A block_tracker is automatically started when it is created and stopped
when it is destroyed (if it is still running). If, at the time it is
destroyed, no report has been made since the last time it was started, it
will also automatically report it. This means that you can declare a
block_tracker at the top of a function and it will time the execution of
that function. (This is the source of the name block_tracker.)
Note: the library will assert if you start() a timer that is
currently running, stop() a timer that is currently stopped, or
report() a timer that is currently stopped.

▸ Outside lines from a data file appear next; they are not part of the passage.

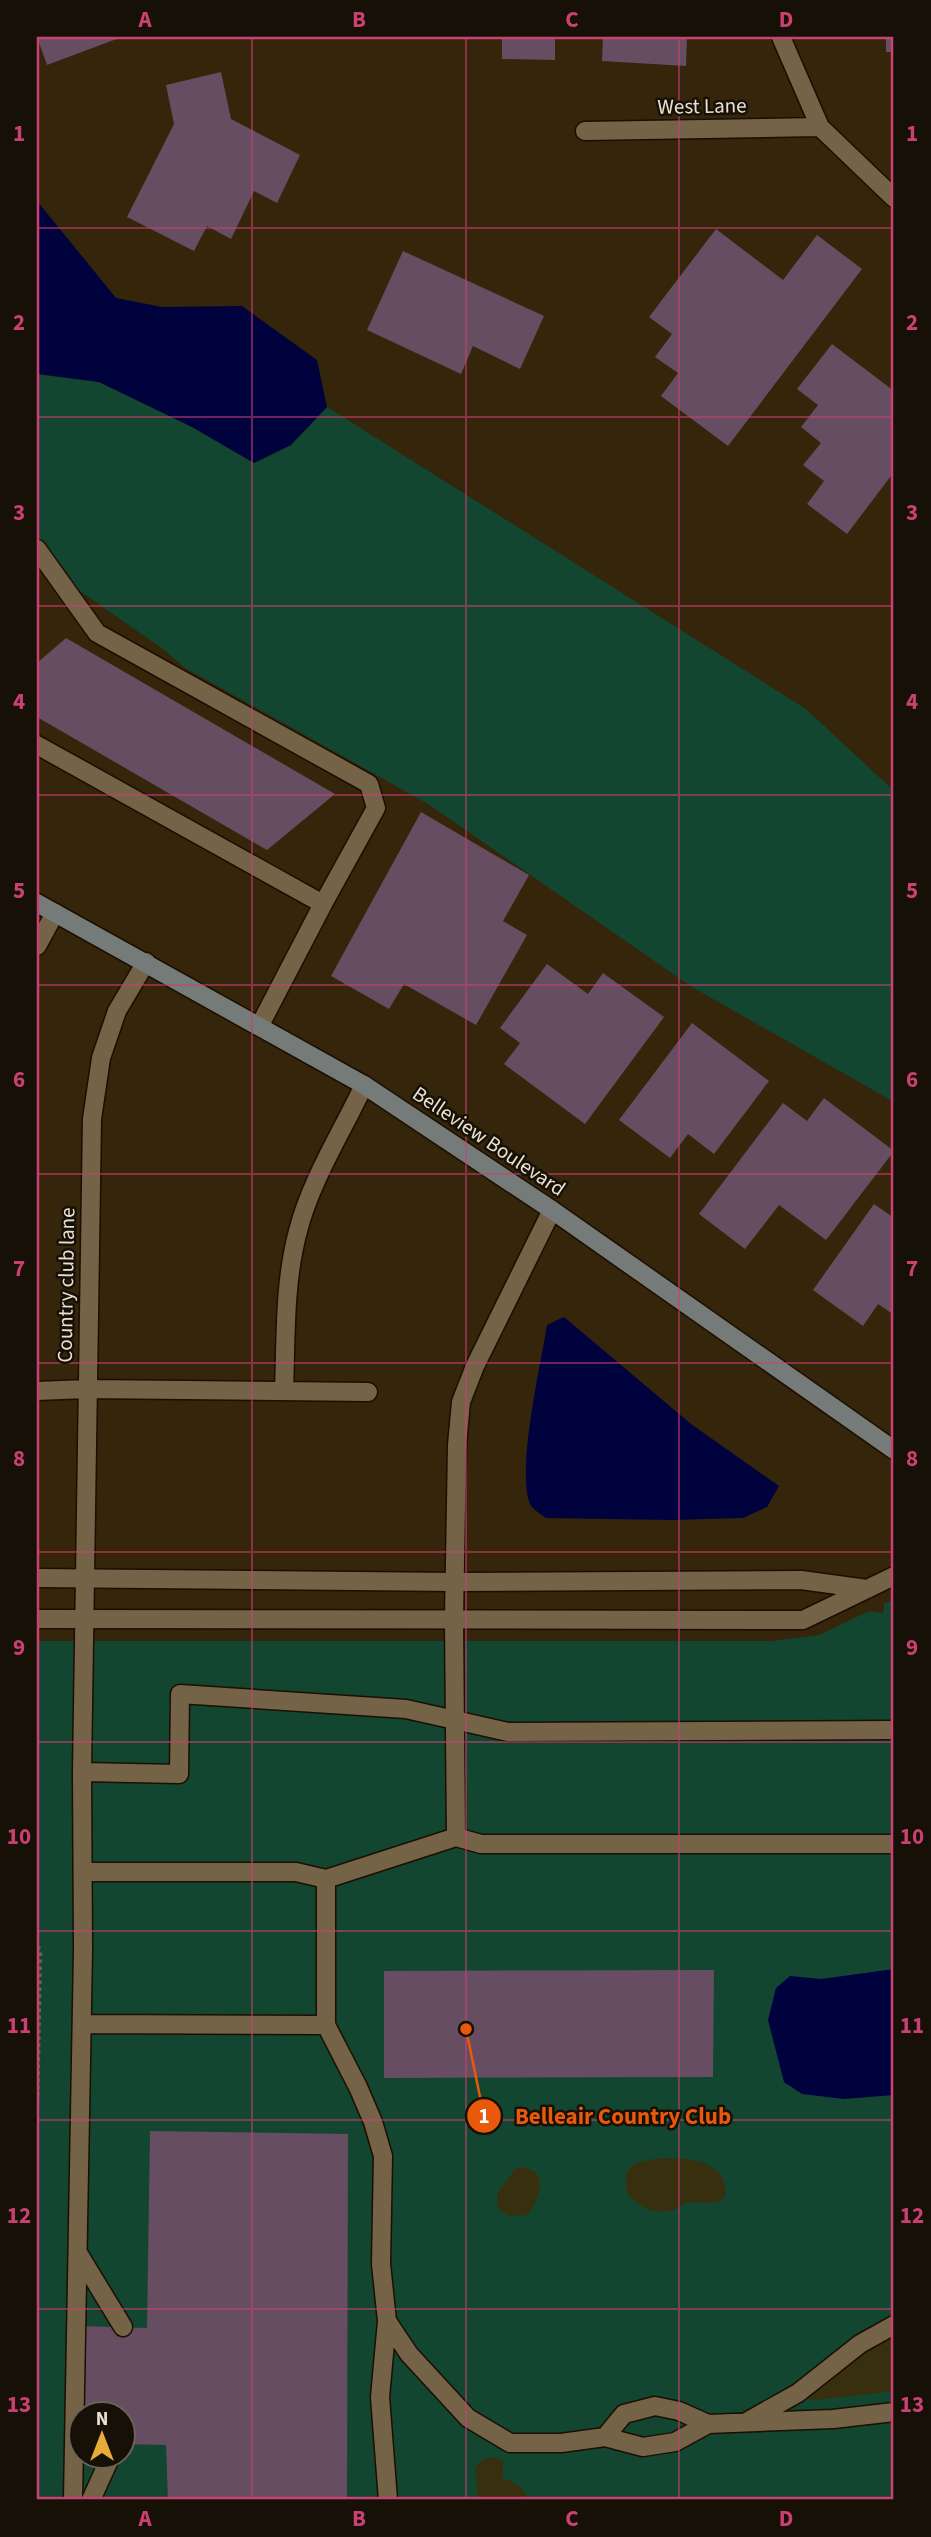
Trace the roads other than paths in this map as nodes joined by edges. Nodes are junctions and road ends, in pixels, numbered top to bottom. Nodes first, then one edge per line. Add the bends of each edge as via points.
1 (781, 37) edge
2 (820, 127) junction
3 (585, 131) dead end
4 (894, 198) edge
5 (40, 560) edge
6 (37, 744) edge
7 (37, 903) edge
8 (323, 904) junction
9 (55, 913) junction
10 (37, 946) edge
11 (146, 962) junction
12 (260, 1025) junction
13 (364, 1085) junction
14 (552, 1210) junction
15 (86, 1389) junction
16 (37, 1391) edge
17 (284, 1391) junction
18 (368, 1392) dead end
19 (894, 1450) edge
20 (894, 1576) edge
21 (37, 1578) edge
22 (84, 1580) junction
23 (455, 1582) junction
24 (867, 1589) junction
25 (37, 1619) edge
26 (84, 1620) junction
27 (454, 1620) junction
28 (454, 1721) junction
29 (894, 1730) edge
30 (82, 1772) junction
31 (456, 1838) junction
32 (894, 1844) edge
33 (84, 1872) junction
34 (326, 1879) junction
35 (82, 2024) junction
36 (326, 2025) junction
37 (78, 2253) junction
38 (387, 2321) junction
39 (894, 2325) edge
40 (123, 2327) dead end
41 (894, 2412) edge
42 (745, 2423) junction
43 (708, 2424) junction
44 (605, 2437) junction
45 (105, 2470) edge
46 (73, 2500) edge
47 (91, 2500) edge
48 (388, 2500) edge

1 - 2 street
2 - 3 street, West Lane
2 - 4 street
5 - 8 street via 97,633 369,784 376,808
6 - 8 street
7 - 9 street, Belleview Boulevard
8 - 12 street
9 - 10 street
9 - 11 street, Belleview Boulevard
11 - 12 street, Belleview Boulevard
11 - 15 street, Country club lane via 117,1011 101,1058 92,1119
12 - 13 street, Belleview Boulevard
13 - 14 street, Belleview Boulevard
13 - 17 street via 298,1229 288,1276
14 - 19 street, Belleview Boulevard
14 - 23 street via 461,1402
15 - 16 street
15 - 17 street
15 - 22 street, Country club lane
17 - 18 street
20 - 24 street
21 - 22 street
22 - 23 street
22 - 26 street, Country club lane
23 - 24 street via 801,1580
23 - 27 street
24 - 27 street via 803,1620
25 - 26 street
26 - 27 street
26 - 30 street, Country club lane
27 - 28 street
28 - 29 street via 508,1732
28 - 30 street via 406,1709 180,1694 179,1774
28 - 31 street
30 - 33 street, Country club lane
31 - 32 street via 481,1844
31 - 34 street
33 - 34 street via 296,1872
33 - 35 street, Country club lane
34 - 36 street
35 - 36 street
35 - 37 street, Country club lane
36 - 38 street via 358,2087 383,2157 381,2264
37 - 40 street
37 - 46 street, Country club lane
38 - 44 street via 409,2354 468,2418 510,2442
38 - 48 street via 380,2397
39 - 42 street via 860,2344 798,2393
41 - 42 street
42 - 43 street
43 - 44 street via 675,2442 643,2447
43 - 44 street via 655,2406 624,2414
45 - 47 street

This library should work with any language that can correctly link against
a C++ library and have constructors and destructors called at the appropriate
time. The annotate() function works with C or C++.
This will allow you to easily create graphs such as the following:
In this graph, the red line is the VM size, the blue line is the resident/working set size, and the black lines are the peak versions of those measures.
At its simplest form, all you have to do is link against the monitor
library and run your program. It will output a file called blah.py in the
startup directory, which you can run under a Python interpreter with
Matplotlib installed to create blah.pdf.
On Linux, it should be possible to LD_PRELOAD the library into an
arbitrary process, but I didn't have much luck with that with a simple
example.
As illustrated in the above example, it is possible to include markers in the
graph at program events. (I think this feature makes this library unique.) To
do this, include the header monitor.h to get access to the following
function:
void annotate(const char * str);
Just call that at any point you want to mark.
There are two main caveats I'm aware of.
The first is that sometimes an extra timer interrupt fires and creates an
extra line of output. (This shouldn't happen on the Windows implementation.)
This will cause an error such as the following when you try to run
blah.py:
$ python blah.py
File "blah.py", line 162
[35.5264, 1302, 1240,2318, 2251],
^
IndentationError: unexpected indent
If you see such an error, open up blah.py and see if there's an extra
line at the end, and remove it.
The second is that there is no attempt to prevent annotations from
overlapping. If you make two calls to annotate() close together in
runtime, you won't be able to read them in the graph.
You can see the times events happen, and comment out enough annotations so
that they do not overlap, by looking for the calls to plt.annotate() in
blah.py.